Given entries:
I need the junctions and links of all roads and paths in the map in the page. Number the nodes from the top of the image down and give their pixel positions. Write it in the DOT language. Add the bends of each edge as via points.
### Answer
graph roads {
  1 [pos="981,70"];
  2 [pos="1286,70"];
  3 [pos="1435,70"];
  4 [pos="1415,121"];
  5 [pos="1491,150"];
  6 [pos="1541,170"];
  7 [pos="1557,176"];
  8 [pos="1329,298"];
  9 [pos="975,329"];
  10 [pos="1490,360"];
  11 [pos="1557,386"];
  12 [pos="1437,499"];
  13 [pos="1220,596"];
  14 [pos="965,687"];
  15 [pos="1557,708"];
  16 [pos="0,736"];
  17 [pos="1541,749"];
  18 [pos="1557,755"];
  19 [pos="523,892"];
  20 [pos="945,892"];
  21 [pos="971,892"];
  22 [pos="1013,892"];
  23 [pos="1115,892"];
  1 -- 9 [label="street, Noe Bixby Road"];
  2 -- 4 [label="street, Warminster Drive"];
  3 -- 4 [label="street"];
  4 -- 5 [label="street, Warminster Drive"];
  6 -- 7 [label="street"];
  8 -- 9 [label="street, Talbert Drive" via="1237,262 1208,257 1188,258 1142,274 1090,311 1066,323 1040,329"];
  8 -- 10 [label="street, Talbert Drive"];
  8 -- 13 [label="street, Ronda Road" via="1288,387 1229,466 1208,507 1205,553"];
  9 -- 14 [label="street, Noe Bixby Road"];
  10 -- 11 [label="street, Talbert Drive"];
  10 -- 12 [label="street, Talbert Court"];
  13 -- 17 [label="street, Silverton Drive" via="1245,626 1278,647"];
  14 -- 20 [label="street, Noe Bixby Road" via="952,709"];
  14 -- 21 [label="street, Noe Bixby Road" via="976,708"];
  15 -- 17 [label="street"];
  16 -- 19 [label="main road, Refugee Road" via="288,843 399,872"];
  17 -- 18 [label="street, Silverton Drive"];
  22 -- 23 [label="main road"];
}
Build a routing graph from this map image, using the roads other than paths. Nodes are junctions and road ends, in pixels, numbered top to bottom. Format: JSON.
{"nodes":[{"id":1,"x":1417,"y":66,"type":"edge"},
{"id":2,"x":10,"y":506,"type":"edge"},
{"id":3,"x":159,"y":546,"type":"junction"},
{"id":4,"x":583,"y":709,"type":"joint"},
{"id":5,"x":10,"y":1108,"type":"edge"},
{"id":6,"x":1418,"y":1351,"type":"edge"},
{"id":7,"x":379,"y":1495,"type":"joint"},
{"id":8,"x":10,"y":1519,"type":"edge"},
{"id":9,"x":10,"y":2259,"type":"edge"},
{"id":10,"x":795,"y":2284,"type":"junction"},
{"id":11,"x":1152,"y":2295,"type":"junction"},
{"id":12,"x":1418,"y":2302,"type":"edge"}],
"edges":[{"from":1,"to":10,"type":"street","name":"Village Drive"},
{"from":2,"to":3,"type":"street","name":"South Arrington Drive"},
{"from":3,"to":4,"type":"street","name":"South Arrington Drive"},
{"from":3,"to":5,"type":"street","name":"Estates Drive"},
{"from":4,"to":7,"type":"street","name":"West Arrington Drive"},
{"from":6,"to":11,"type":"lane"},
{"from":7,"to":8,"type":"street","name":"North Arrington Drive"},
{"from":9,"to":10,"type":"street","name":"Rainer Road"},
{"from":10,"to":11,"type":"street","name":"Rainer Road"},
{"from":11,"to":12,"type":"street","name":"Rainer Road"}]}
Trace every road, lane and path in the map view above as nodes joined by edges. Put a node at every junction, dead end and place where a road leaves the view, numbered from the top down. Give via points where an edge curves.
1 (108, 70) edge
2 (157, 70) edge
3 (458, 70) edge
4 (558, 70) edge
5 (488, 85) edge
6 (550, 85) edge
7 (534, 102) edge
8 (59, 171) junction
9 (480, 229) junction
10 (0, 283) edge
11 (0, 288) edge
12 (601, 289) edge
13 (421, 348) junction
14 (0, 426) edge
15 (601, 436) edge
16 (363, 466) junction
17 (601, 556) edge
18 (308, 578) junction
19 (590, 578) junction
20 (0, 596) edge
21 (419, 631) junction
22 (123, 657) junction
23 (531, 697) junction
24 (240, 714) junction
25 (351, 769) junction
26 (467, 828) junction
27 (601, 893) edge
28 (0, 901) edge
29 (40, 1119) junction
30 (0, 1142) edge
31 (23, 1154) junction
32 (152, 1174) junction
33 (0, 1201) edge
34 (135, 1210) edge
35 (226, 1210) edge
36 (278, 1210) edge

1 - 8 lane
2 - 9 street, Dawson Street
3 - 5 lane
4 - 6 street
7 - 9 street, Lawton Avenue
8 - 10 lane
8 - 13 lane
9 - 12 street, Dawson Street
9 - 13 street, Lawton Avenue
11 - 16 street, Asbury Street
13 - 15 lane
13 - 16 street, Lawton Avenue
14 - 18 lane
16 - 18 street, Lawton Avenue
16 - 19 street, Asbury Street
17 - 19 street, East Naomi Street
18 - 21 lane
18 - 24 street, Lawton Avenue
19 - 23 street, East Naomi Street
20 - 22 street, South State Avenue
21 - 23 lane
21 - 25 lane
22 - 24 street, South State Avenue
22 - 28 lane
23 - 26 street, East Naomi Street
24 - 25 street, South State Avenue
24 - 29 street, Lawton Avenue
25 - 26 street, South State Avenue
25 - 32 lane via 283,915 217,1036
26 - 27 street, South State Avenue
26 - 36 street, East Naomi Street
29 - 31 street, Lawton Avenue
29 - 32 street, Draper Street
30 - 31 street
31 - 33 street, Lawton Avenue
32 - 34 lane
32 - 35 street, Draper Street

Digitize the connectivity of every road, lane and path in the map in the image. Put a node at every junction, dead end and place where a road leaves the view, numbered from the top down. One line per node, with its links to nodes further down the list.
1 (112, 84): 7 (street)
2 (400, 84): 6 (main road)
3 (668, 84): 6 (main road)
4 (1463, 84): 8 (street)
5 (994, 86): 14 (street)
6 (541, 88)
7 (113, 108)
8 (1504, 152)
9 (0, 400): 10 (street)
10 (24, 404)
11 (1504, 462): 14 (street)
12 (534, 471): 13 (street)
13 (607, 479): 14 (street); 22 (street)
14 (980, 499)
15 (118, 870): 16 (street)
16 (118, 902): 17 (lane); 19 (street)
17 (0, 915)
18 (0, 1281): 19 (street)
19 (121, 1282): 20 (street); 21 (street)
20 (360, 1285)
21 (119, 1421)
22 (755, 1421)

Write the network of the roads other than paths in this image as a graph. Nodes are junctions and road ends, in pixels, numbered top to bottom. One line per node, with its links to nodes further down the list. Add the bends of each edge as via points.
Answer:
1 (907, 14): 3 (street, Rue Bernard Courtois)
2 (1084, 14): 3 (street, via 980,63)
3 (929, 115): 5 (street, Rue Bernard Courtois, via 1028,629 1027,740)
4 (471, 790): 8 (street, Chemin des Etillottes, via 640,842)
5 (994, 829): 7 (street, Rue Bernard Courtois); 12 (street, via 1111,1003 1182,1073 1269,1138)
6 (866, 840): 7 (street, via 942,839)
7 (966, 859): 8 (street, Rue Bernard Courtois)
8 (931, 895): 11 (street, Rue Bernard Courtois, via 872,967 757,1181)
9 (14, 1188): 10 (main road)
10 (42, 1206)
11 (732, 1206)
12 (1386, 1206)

Directions for this task:
From the data above, pick out each line containing "bends" and copy it.

Solution to the problem:
I need the junctions and links of all roads and paths in the map in the page. Number the nodes from the top of the image down and give their pixel positions. Write it in the DOT language. Add the bends of each edge as via points.
Write the network of the roads other than paths in this image as a graph. Nodes are junctions and road ends, in pixels, numbered top to bottom. One line per node, with its links to nodes further down the list. Add the bends of each edge as via points.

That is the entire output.